The 10 Best New Songs

The early-2022 outpouring of new music kept going strong over the past week, with the likes of Jack White, Animal Collective, Beach House, Big Thief and Black Country, New Road all sharing new previews of much-anticipated releases. As it happens, picking out the cream of such an abundant crop is the kind of challenge we get up in the morning for. This week, that meant shining our spotlight on new songs from not only a few of the artists above, but also lesser-known acts like Fly Anakin and Junk Drawer. Get familiar with this week’s foremost must-hears below.

Animal Collective: “Strung with Everything”

The wait for Animal Collective’s first new album in the better part of a decade got easier this week—or more difficult, depending on how you look at it. “Strung with Everything,” released Wednesday along with a music video, is our third preview of the much-anticipated Time Skiffs, coming Feb. 4 on Domino. Directed by Abby Portner, sister of David Portner (aka Avey Tare), the cutout animated video for “Strung with Everything” follows the psychedelic existential epic’s rise and fall, pairing images such as a raindrop-speckled lake with its peaceful moments, and a wizard battling a dragon with its more tumultuous. Its abundant flow of colors and symbols is interrupted only by the occasional lyric throughout the track’s melodic sprawl. The song, like seemingly so much modern music, seeks connection amid calamity: “Let’s say tonight you and me / We’ll watch the sky fall into pieces […] And even though all hearts are strange / We’re all Strung with Everything.” —Scott Russell

Bambara: “Birds”

In press materials for Bambara’s latest mini-LP Love on My Mind, Reid Bateh recalls being influenced by famed New York club photographer Nan Goldin, whose candid photographs of the city’s colorful underground has remained an aesthetic landmark decades on. “Birds” is their version of a quick, washed-out snapshot of big city sensuality.
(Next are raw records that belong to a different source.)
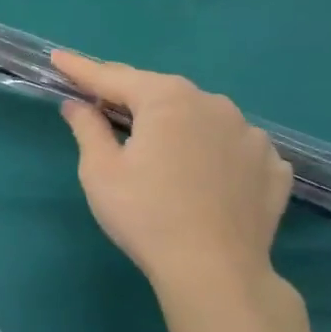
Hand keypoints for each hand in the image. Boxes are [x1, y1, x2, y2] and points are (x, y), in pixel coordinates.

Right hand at [53, 51, 293, 314]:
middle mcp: (213, 103)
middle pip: (160, 93)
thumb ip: (87, 128)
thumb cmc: (146, 215)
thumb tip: (77, 105)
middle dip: (131, 97)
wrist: (216, 273)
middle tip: (104, 107)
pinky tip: (205, 174)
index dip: (80, 69)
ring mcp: (251, 134)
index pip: (113, 77)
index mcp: (166, 99)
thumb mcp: (100, 170)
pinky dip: (213, 150)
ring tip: (161, 149)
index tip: (58, 58)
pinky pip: (233, 146)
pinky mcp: (273, 167)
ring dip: (177, 124)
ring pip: (201, 117)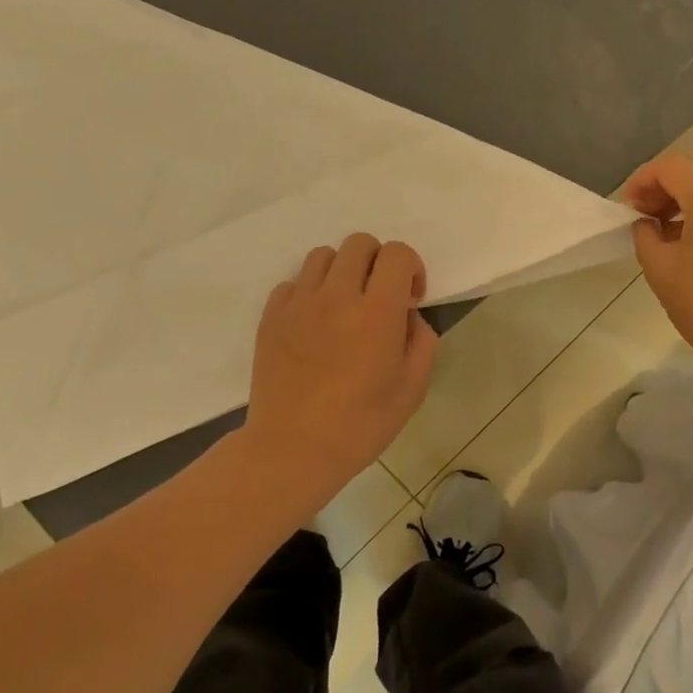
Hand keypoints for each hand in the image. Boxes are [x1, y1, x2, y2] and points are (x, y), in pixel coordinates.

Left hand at [244, 234, 437, 496]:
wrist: (293, 449)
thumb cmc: (361, 424)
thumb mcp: (413, 388)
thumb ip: (421, 341)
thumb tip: (408, 316)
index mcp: (377, 312)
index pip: (396, 253)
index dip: (411, 266)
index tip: (411, 298)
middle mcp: (337, 296)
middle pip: (359, 243)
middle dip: (378, 262)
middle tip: (380, 297)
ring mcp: (299, 304)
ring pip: (323, 256)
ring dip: (343, 271)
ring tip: (346, 305)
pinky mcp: (271, 317)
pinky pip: (293, 282)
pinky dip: (310, 292)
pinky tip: (316, 323)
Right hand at [624, 154, 692, 368]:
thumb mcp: (659, 268)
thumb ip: (644, 234)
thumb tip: (646, 223)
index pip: (671, 167)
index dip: (642, 180)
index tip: (627, 206)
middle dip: (666, 183)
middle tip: (644, 211)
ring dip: (687, 194)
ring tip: (663, 227)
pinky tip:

Bateh’s throaty vocals and swanky guitars echo dimly lit clubs as he sketches out a hazy, hyper-stylized memory of fleeting intimacy birthed from the loneliness of isolation. It’s cinematic and sensual with a hint of despair, as Bambara crafts an exciting brand of noir-punk in a world desperate for a good show. —Jade Gomez

Big Thief: “Simulation Swarm”

The eighth (!) single released from Big Thief’s highly anticipated double album Dragon New Warm Mountain I Believe In You, “Simulation Swarm” might have felt like overkill if it weren’t so mesmerizing. A previously unreleased track that has been a live staple for the band, the song is driven by a positively hypnotic tangle of acoustic guitar and bass, with James Krivchenia’s percussion doing just enough to reinforce its insistent groove. A verse-heavy arrangement gives Adrianne Lenker plenty of room to unspool evocative lyrics like, “Once again, w? must bleed new / Even as the hours shak? / Crystal blood like a dream true / A ripple in the wound and wake.” Her meaning is elusive throughout, but feels informed by a lifetime of experiences, and the song’s refrain of “I wanna drop my arms and take your arms / And walk you to the shore,” which rubs elbows with a thrilling Buck Meek lead guitar line, is as beautiful and mysterious as anything Big Thief have released. —Scott Russell

Black Country, New Road: “Snow Globes”

Few 2022 releases are as highly anticipated as Black Country, New Road’s sophomore album Ants From Up There, coming out Feb. 4 via Ninja Tune. Only adding to the excitement, the band shared another preview of what’s to come with the album’s fourth single, “Snow Globes.” After receiving near-universal acclaim for their debut full-length For the first time, these singles make it clear that the seven-piece London band have no interest in resting on their laurels or repeating themselves. Each song thus far has revealed a new facet of what’s sure to be a complex, sonically diverse album, with each track standing on its own two legs as a bold statement from the group. “Snow Globes” is no exception. Clocking in at an extensive nine minutes, the track’s momentum builds and wavers, beginning as an exercise in steady repetition before swelling to its emotional peak and collapsing in on itself, allowing the gentle guitar march featured at the start to crawl the rest of the way to the end, worming back to where it began post-explosion. The sheer catharsis of the song resonates beyond its runtime. —Elise Soutar

caroline: “Good morning (red)”

London-based eight piece caroline are a little over a month shy of releasing their eponymous debut album (Feb. 25, Rough Trade), which made Paste’s most anticipated 2022 releases list. Following some excellent singles such as “Skydiving onto the library roof” and “IWR,” the band is offering up “Good morning (red)” as their latest. Taking upon more of their Midwestern emo influences, caroline’s “Good morning (red)” is a folky slow burn with growing violins and warm guitars at the forefront. With seemingly no proper climax, the song switches between moments of silence punctuated by light percussion before easing back into a groove. —Jade Gomez

Fly Anakin: “No Dough”

At 27 years old, Richmond, Virginia’s own Fly Anakin has become one of the most exciting new rappers alongside his friends and peers such as Pink Siifu, Big Kahuna OG, Nickelus F and more. On Tuesday, Anakin announced his debut album Frank, which arrives March 11 via Lex Records, with the release of “No Dough,” produced by none other than Madlib. “No Dough” is a perfect display of Anakin’s captivating lyricism and delivery, weaving in and out of Madlib’s eclectic and chaotic collage of sound that he has become known for. Clocking in at just under two minutes long, the track flexes the New York-tinged ruggedness in Anakin’s breakneck raps as he reflects on his past, present and future. —Jade Gomez

Ibibio Sound Machine: “All That You Want”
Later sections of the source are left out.